‘Jail-like’: Limerick mother and five kids turfed out of hotel for big games

Out on the street: Aisling Bond with her children, front from left, Kelsey Bond, Cassidy Lee Bond and Kingsley Bond, back row from left, Courtney and Candice Bond Picture: Adrian Butler

Out on the street: Aisling Bond with her children, front from left, Kelsey Bond, Cassidy Lee Bond and Kingsley Bond, back row from left, Courtney and Candice Bond Picture: Adrian Butler

A LIMERICK mother-of-six says she and her children have nowhere to go this weekend after being forced to leave the hotel they call home, as it is booked out for a big rugby match.

Aisling Bond, 32, Garryowen, says she fears her children have been ‘institutionalised’ due to the ‘jail’ like conditions of emergency accommodation.

Ms Bond, 32 told the Limerick Leader she feels “hopeless” after she was told she would have to leave the room she shares with her five daughters for the next three Saturdays in a row as all rooms are fully booked. 

“I need someone to speak for me,” Ms Bond said. “I need this to be highlighted.”

“We have to move out on Friday so they can get the rooms ready for Saturday. It's the same four days before Christmas and the week after Christmas as well.” 

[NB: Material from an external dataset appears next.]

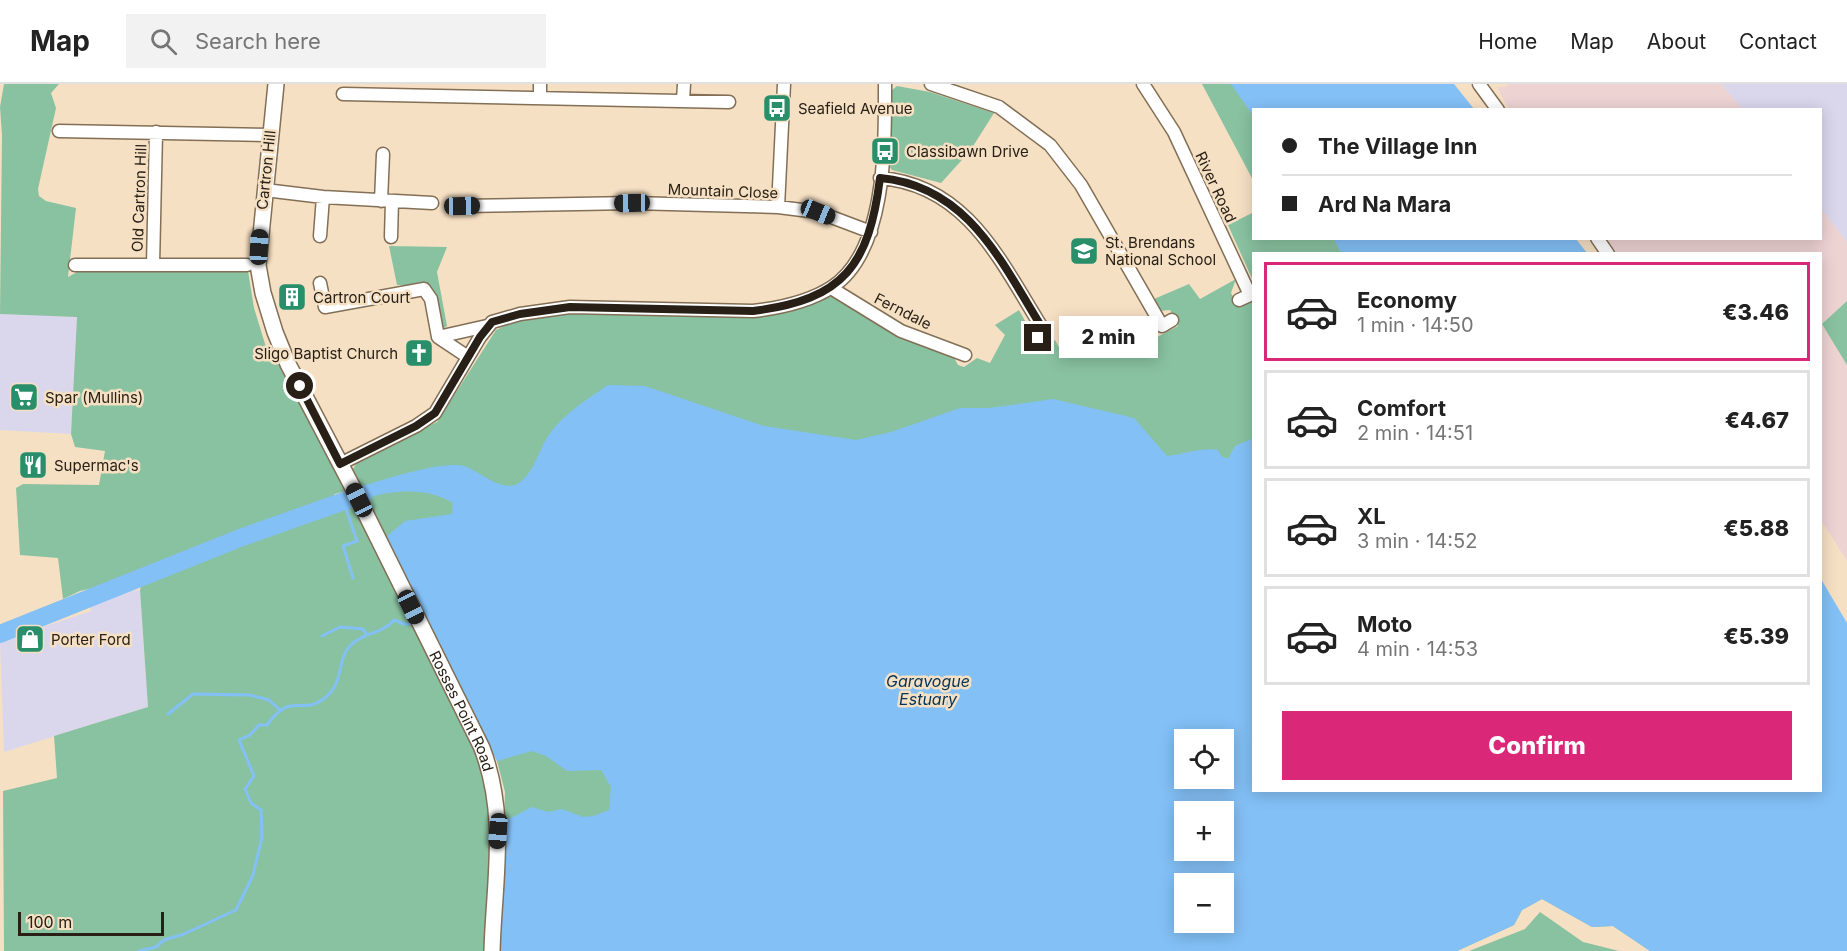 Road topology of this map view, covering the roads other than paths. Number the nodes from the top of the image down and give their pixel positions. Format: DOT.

Ms Bond and her five daughters, who are between the age of 10 and one, share a hotel room which includes a double-bed, a single-bed and a mattress on the floor.

Her 16-year old son lives with relatives. 

As of this Thursday, Ms Bond had not sourced alternative accommodation but has been in contact with homelessness services. She told the Limerick Leader she hopes a room can be sourced.   

Living in a hotel room with her five daughters has put a lot of pressure on her, she added. 

“You’re not sleeping at night time, you’re waking up. You have no facilities, nowhere to cook. You can’t bring children out at certain times. You’re storing your milk in sinks. You’re washing your clothes in a bath. That’s not living at all.” 

“There’s nowhere for the children to play. Its like jail. That’s what it's like. My children are institutionalised because they come home from school and they are just stuck in the room.” 

“I try to make things happy for my children. Everything is a mess, everything is a joke and they are doing grand in school. I don’t let them see me upset.” 

After she drops her children to school in the city, Ms Bond says she attends Mass in St John’s daily. 

“It’s the only place that won’t throw you out.” 

Families living in emergency accommodation in Limerick often face this issue when hotels are fully booked, according to Limerick homelessness charity Novas. 

“We work a lot with people who are affected by having to move from hotel to hotel,” Una Burns, Novas' head of policy and communications, said.

“It often happens, it's not an unusual event sadly.” 

A spokesperson for Limerick City and County Council said that the Limerick Homeless Action Team has not been informed that anyone living in emergency accommodation must move this weekend.  

“This has happened in the past, unfortunately due to demand in hotels, but supports were provided to assist those who needed to move in order to ensure accommodation.

“Emergency accommodation is available for families and we continue to work with families on a daily basis to ensure transitions are successful. 

“It has been recognised that the country is dealing with a housing crisis at present,” the spokesperson added.

“Limerick City and County Council endeavours to house individuals as soon as practicably possible.”

More than 100 new social houses were recently approved by councillors, the spokesperson added.

A number of private developments, which will include elements of social housing, which are being constructed around Limerick.”

These projects include elements of social housing, the spokesperson added.